1. 「スマホにeSIMを追加する」をタップ
案内ページをAndroidのブラウザで開き、「スマホにeSIMを追加する」ボタンをタップします。
2. 「eSIMの設定」で「設定」をタップ
「eSIMの設定」というダイアログが表示されます(セットアップに必要なデバイス情報が、Googleやご利用の携帯通信会社、またはそのパートナーに送信されます)。内容を確認して「設定」をタップします。
3. 「設定」をタップして完了
「KTのeSIMを設定 — このデバイスでは、KTの1つのeSIMを利用できます」と表示されたら、「設定」をタップします。これでeSIMの追加は完了です。

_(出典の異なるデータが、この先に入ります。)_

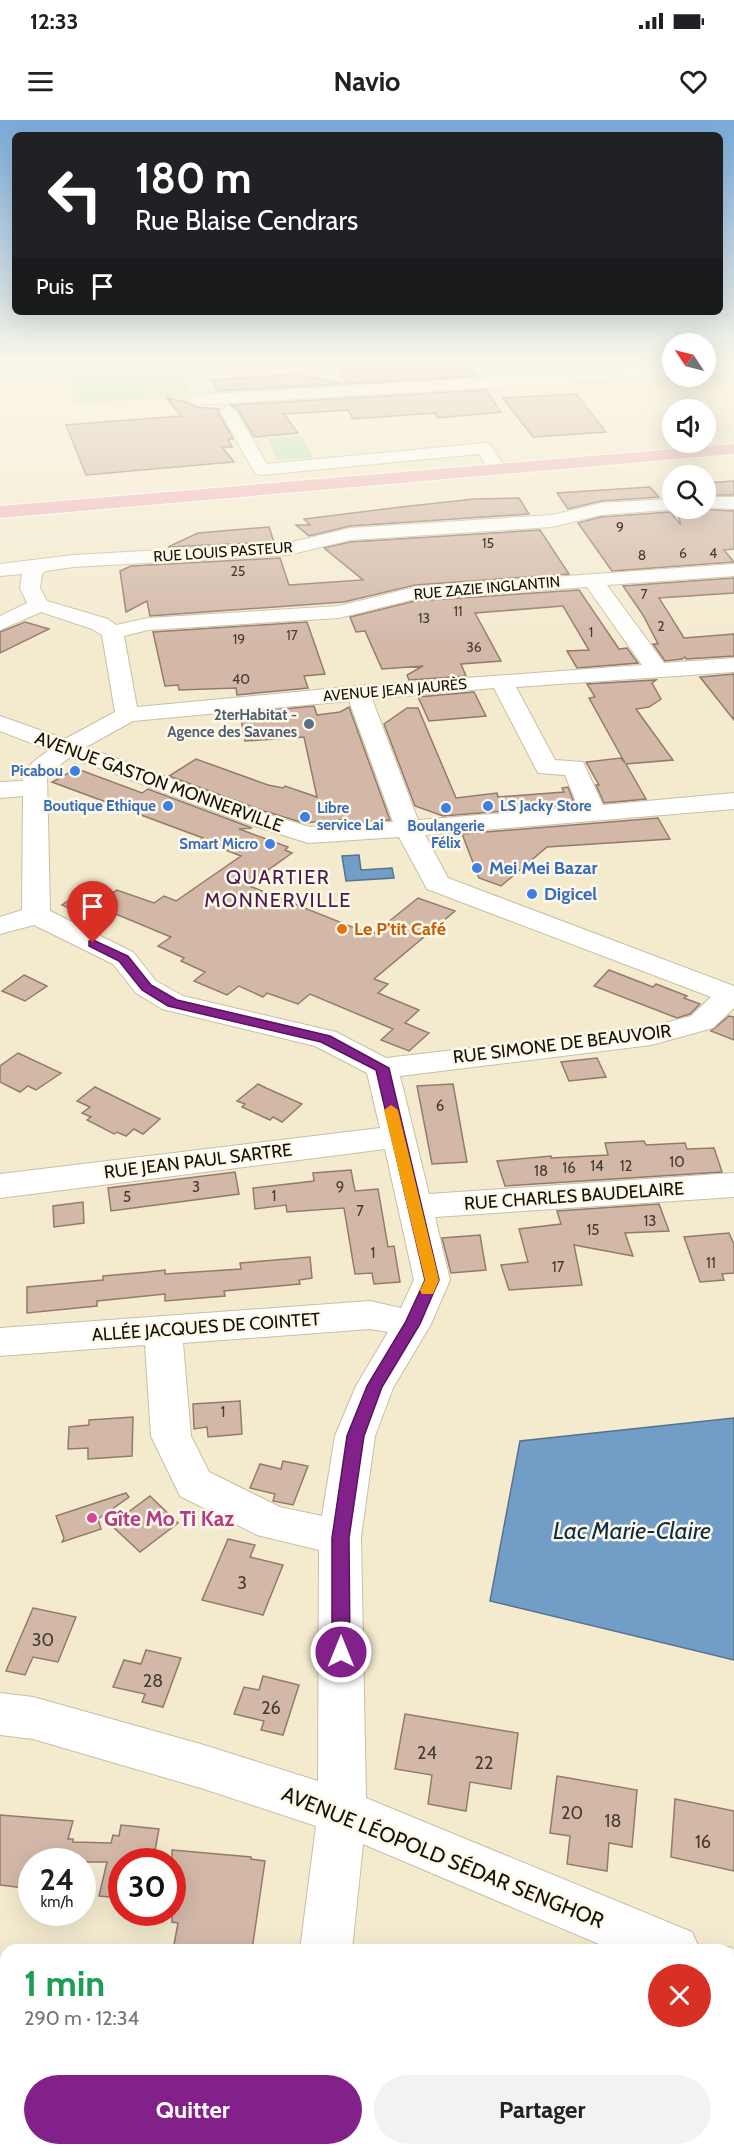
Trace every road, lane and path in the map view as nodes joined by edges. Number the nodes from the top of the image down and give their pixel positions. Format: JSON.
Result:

Androidでの追加手順(左から順に①ボタンをタップ ②eSIMの設定で「設定」 ③「設定」で完了)。
開通後はどう使える?データ・SMS・通話#
eSIMの追加が終わったら、あとは韓国に到着した時点で自動的に開通します。開通したては「データ専用」の状態で、本人確認が完了すると電話やSMSも使えるようになります。SIM情報ページにもこの2つの状態が表示されるので、順番に見ておきましょう。
本人確認の前:まずはデータ通信から
開通するとデータ通信はすぐに使えます。SMSと通話は、開通から1時間ほどで「受信」が自動的に使えるようになります(毎日22:00〜翌8:00のシステム点検時間を除く)。地図も翻訳もSNSもデータ通信だけで動くので、到着してすぐの移動やお店探しは、この状態でもとくに困りません。

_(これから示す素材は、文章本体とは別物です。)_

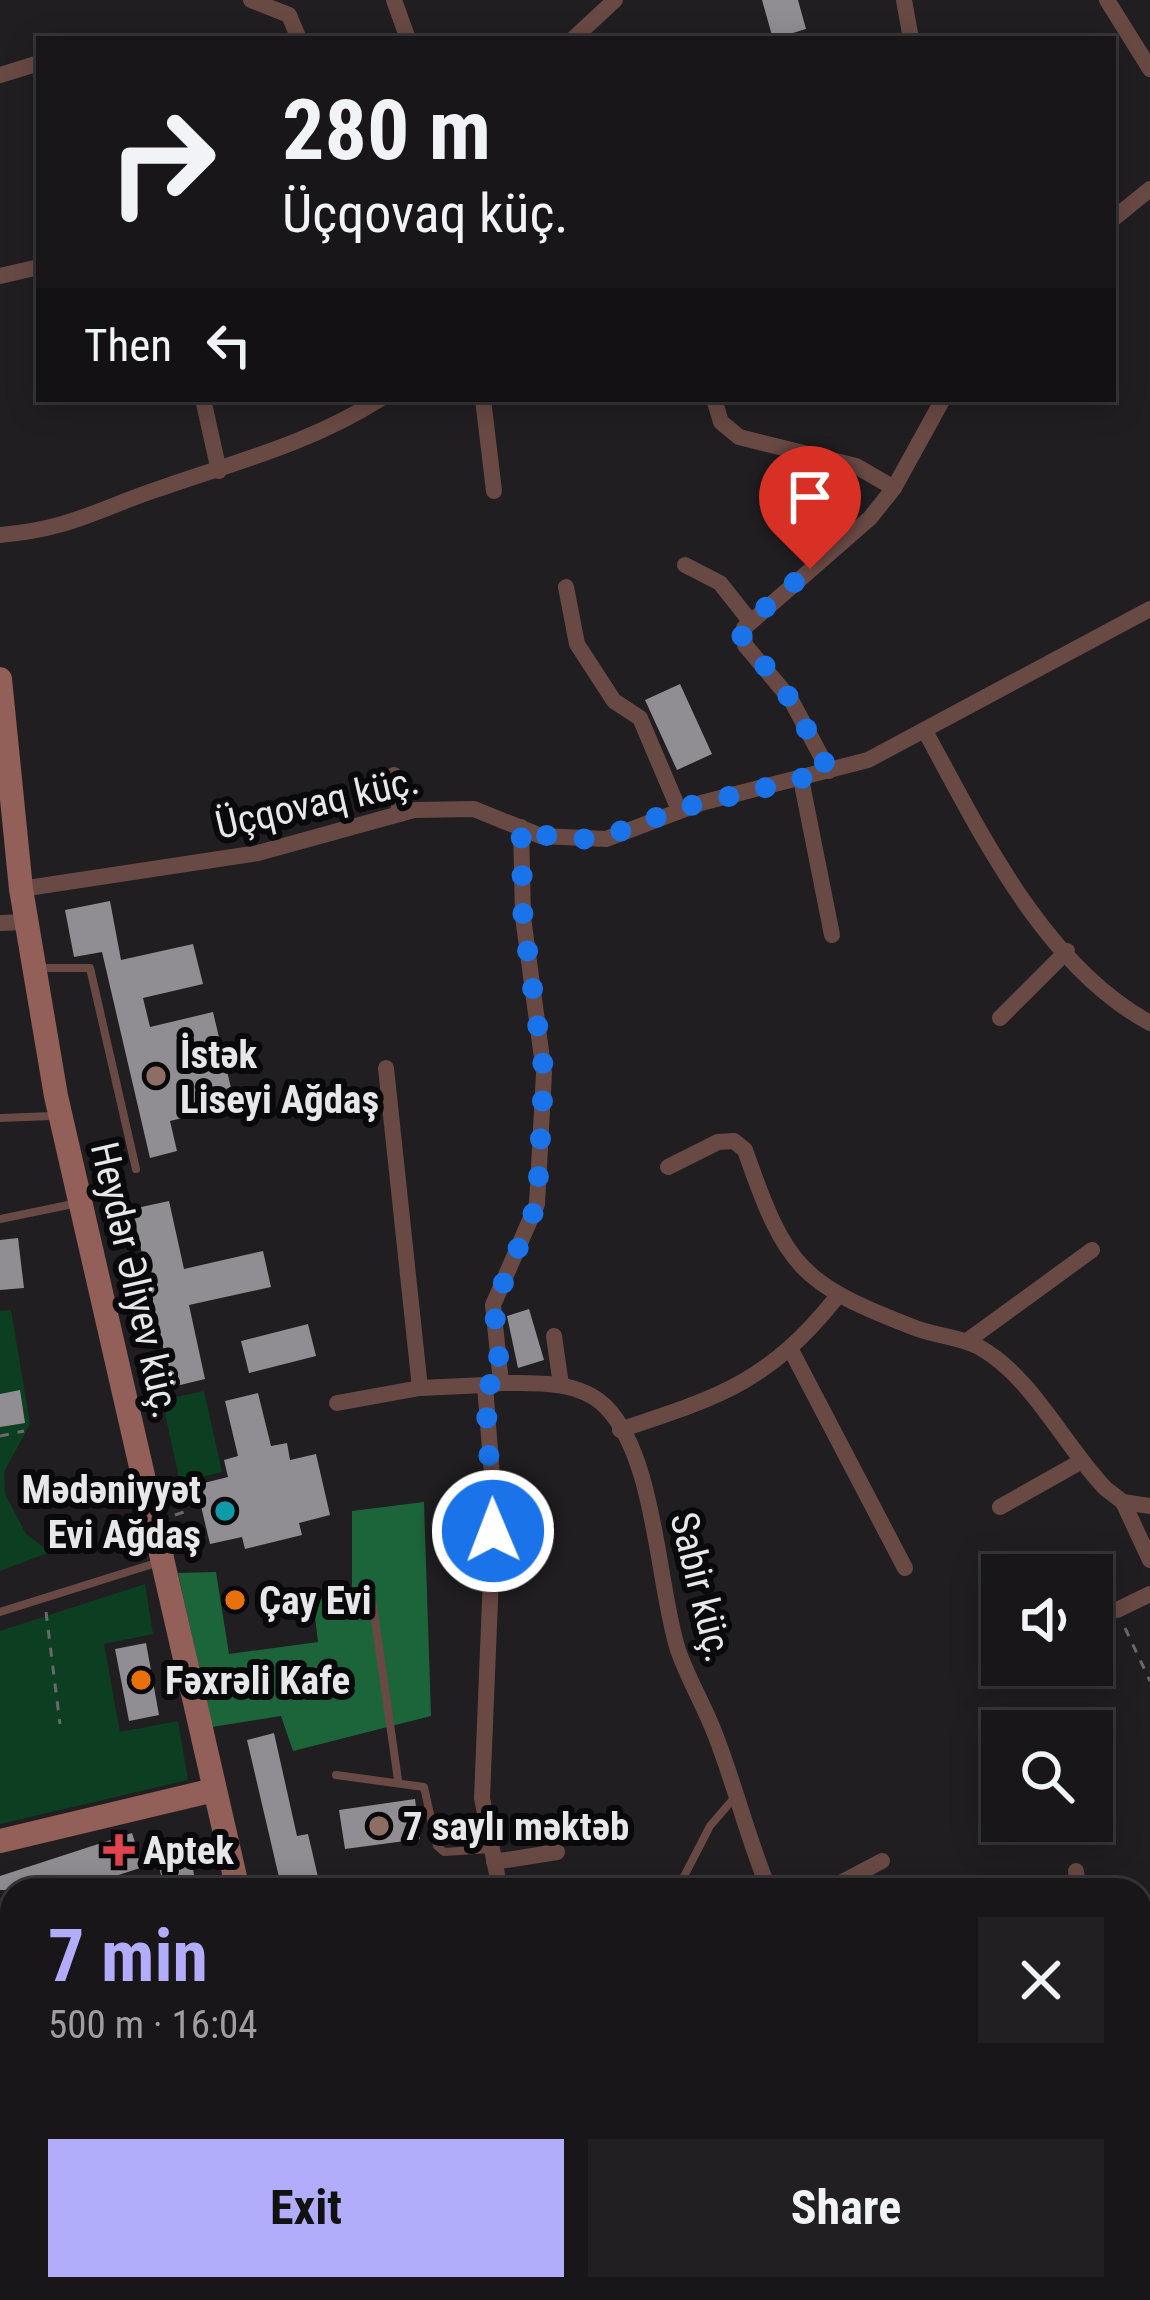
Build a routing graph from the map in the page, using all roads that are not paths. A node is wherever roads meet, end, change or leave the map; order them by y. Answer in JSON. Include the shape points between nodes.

本人確認の前は、データ通信がすぐ使えます(SMS・通話の受信は開通の約1時間後から)。
本人確認のあと:韓国の010番号で発着信
本人確認が完了すると、データ・SMS・通話のすべてが使えるようになります。電話やSMSの「受信」はそのまま使え、追加のチャージはいりません。「発信」だけは別途チャージが必要で、SIM情報ページの「電話発信・SMS発信チャージ」から追加できます。韓国の010番号が付いているので、現地サービスの認証SMSを受け取ったり、チャージをすればお店への予約電話をかけたりもできます。

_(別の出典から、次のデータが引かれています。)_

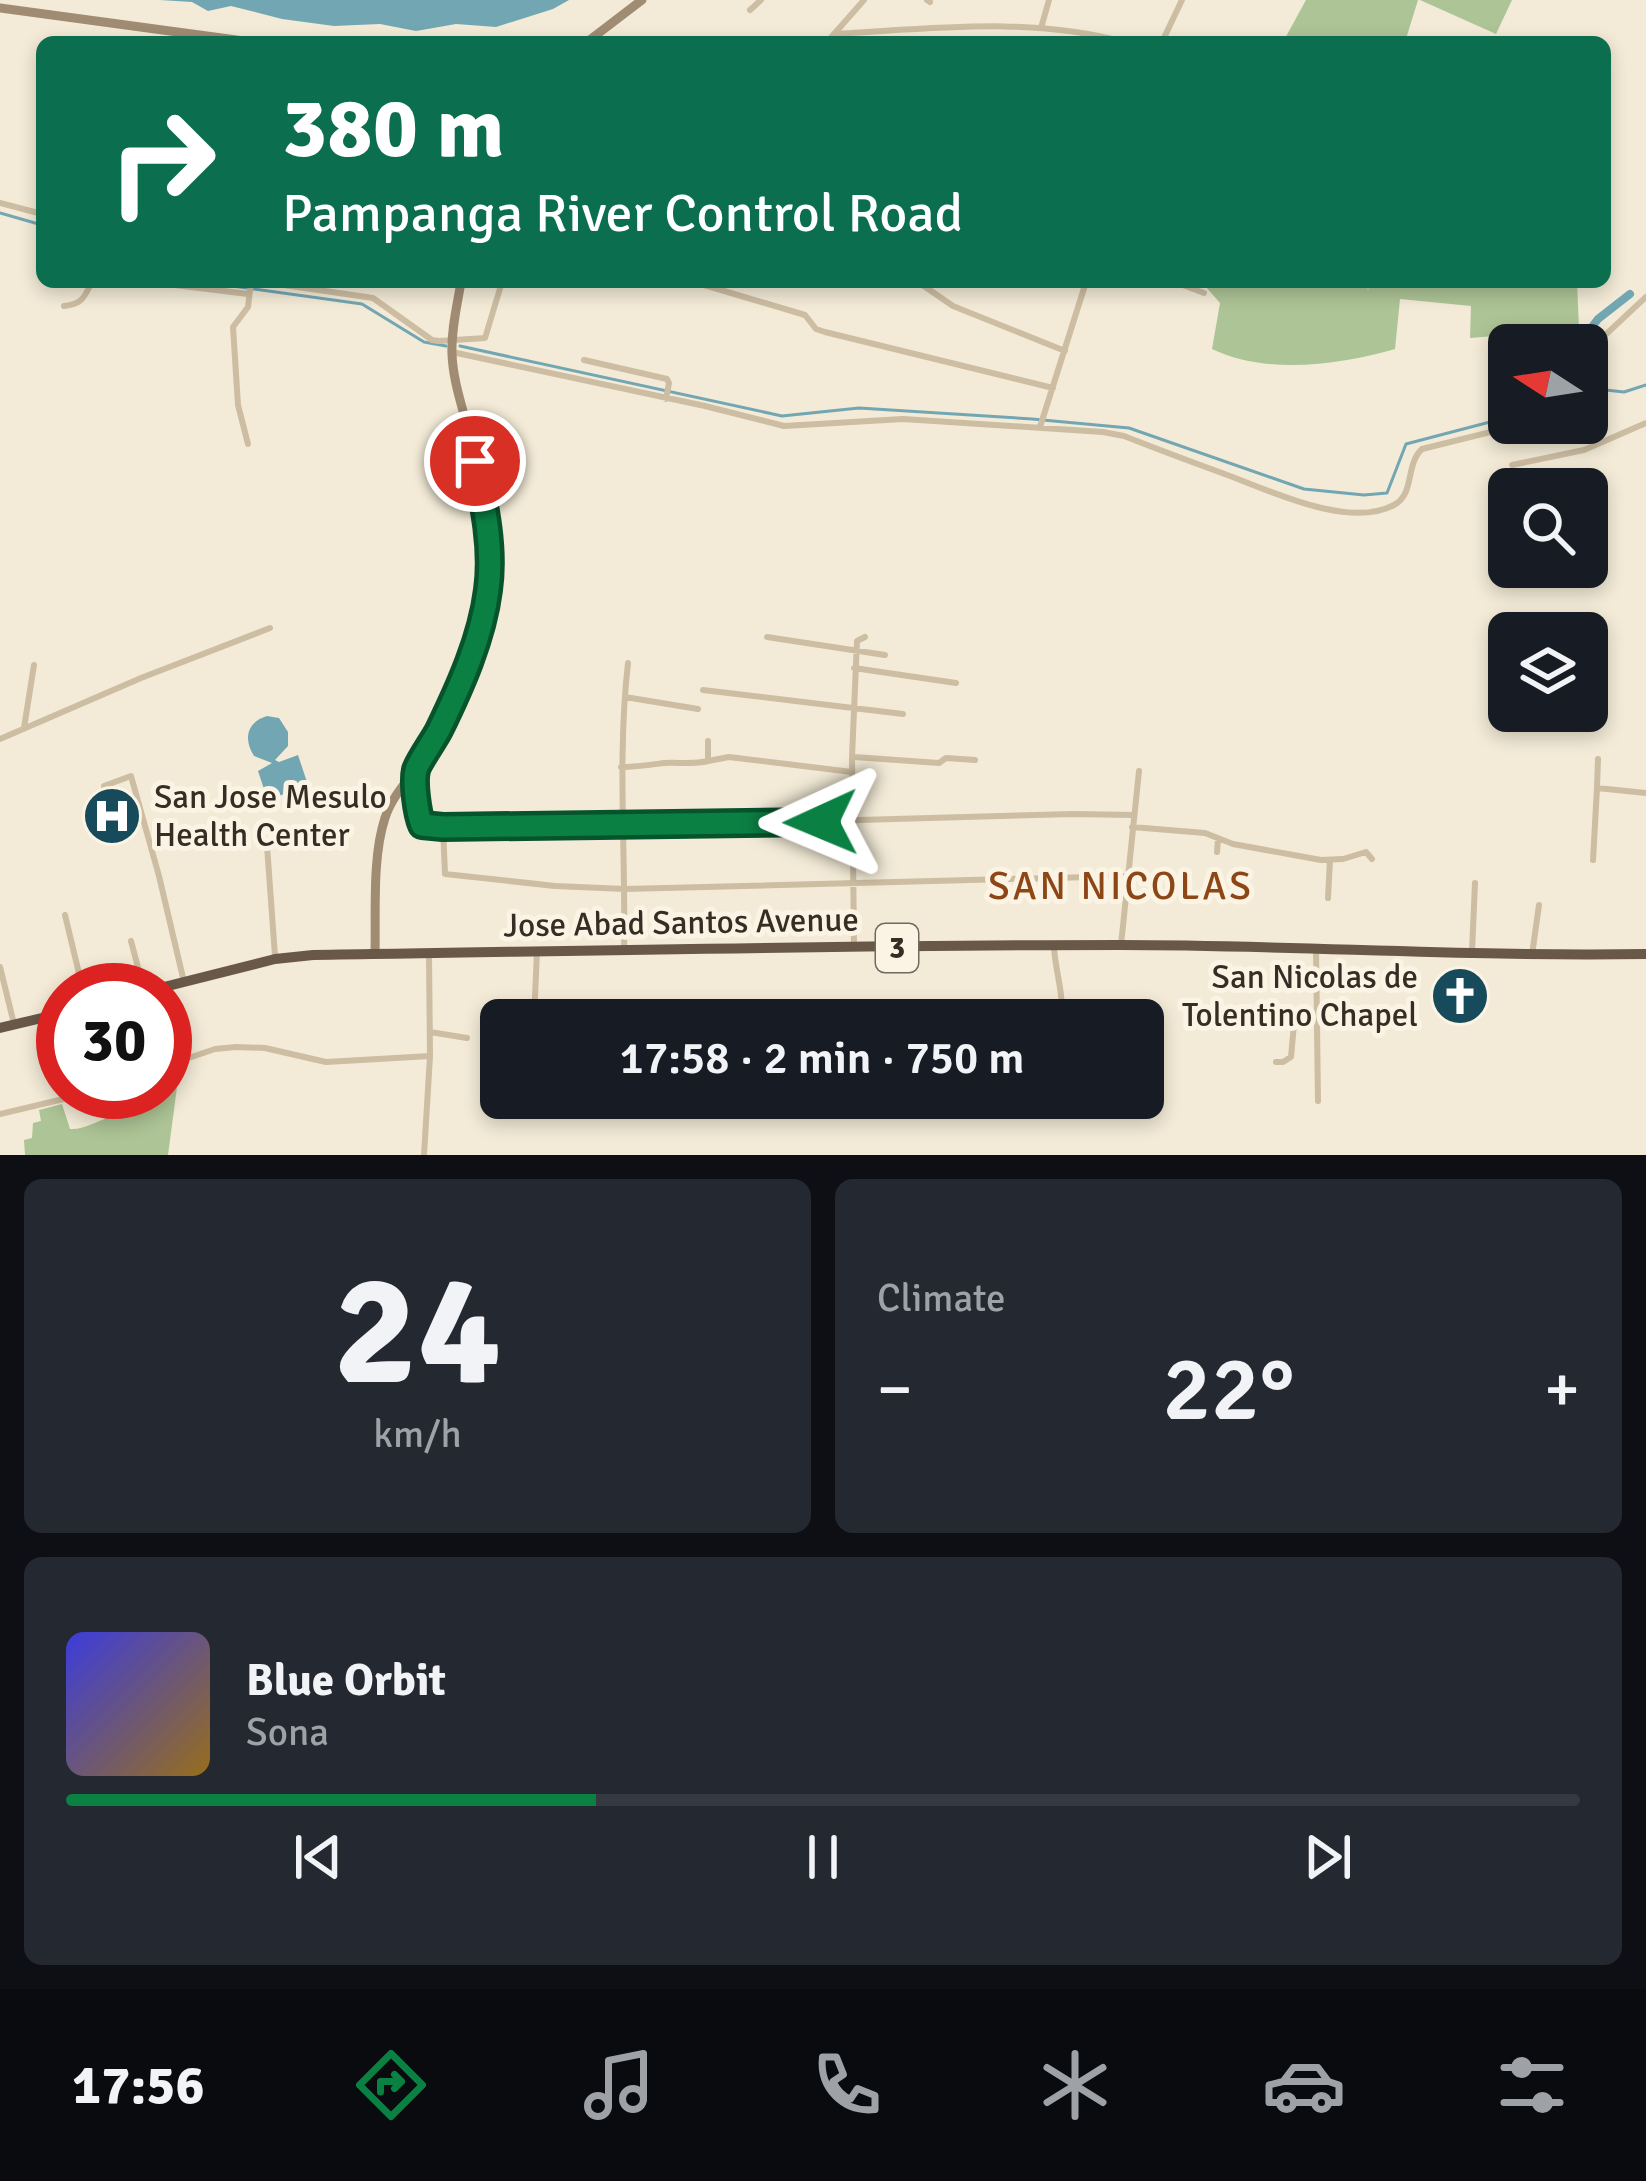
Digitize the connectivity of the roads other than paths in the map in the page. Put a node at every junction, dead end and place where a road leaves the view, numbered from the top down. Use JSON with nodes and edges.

本人確認のあとは、010番号で電話・SMSの発着信ができます(発信はチャージが必要・受信はチャージ不要)。
本人確認のやり方は、SIM情報ページの案内にそって進めれば大丈夫です。迷ったときは、LINEの@ktjhelpから日本語で確認できます。
どんな人にうれしい?#
今回の新方式は、こんな場面で特に便利です。
- 設定アプリを開いて長いコードを打ち込む手間がなくなります
- 別の端末や紙にQRコードを表示して読み取る必要がありません
- eSIMが初めての方でも、画面の指示どおりにタップしていくだけで進められます
- 出発前でも、韓国に到着してからでも、メールのページからすぐに追加できます
「eSIMはちょっと難しそう」と感じて物理SIMにしていた方も、今回の方式なら気軽に試せると思います。回線そのものは韓国の大手キャリアKTの公式回線で、韓国品質満足度指数(KS-QEI)でNo.1の評価を受けている通信品質です。設定が終われば、ソウルでも釜山でも、地図検索や翻訳アプリ、推し活のSNS投稿まで、速度制限を気にせず使えます。
滞在日数に合うプランがまだ決まっていない方は、韓国旅行向けKT eSIMの選び方や、1〜2日の弾丸旅行向けの短期eSIMガイドもあわせてご覧ください。
よくあるご質問#
Q. すべてのスマホで「スマホにeSIMを追加する」が使えますか?
iPhoneはiOS 17.4以降が対象です。Androidは対応端末でご利用いただけます。お手持ちの端末が対応していない場合は、従来どおりQRコードや手動入力での登録も選べますのでご安心ください。
Q. これまでのQRコードでの登録はもう使えなくなりますか?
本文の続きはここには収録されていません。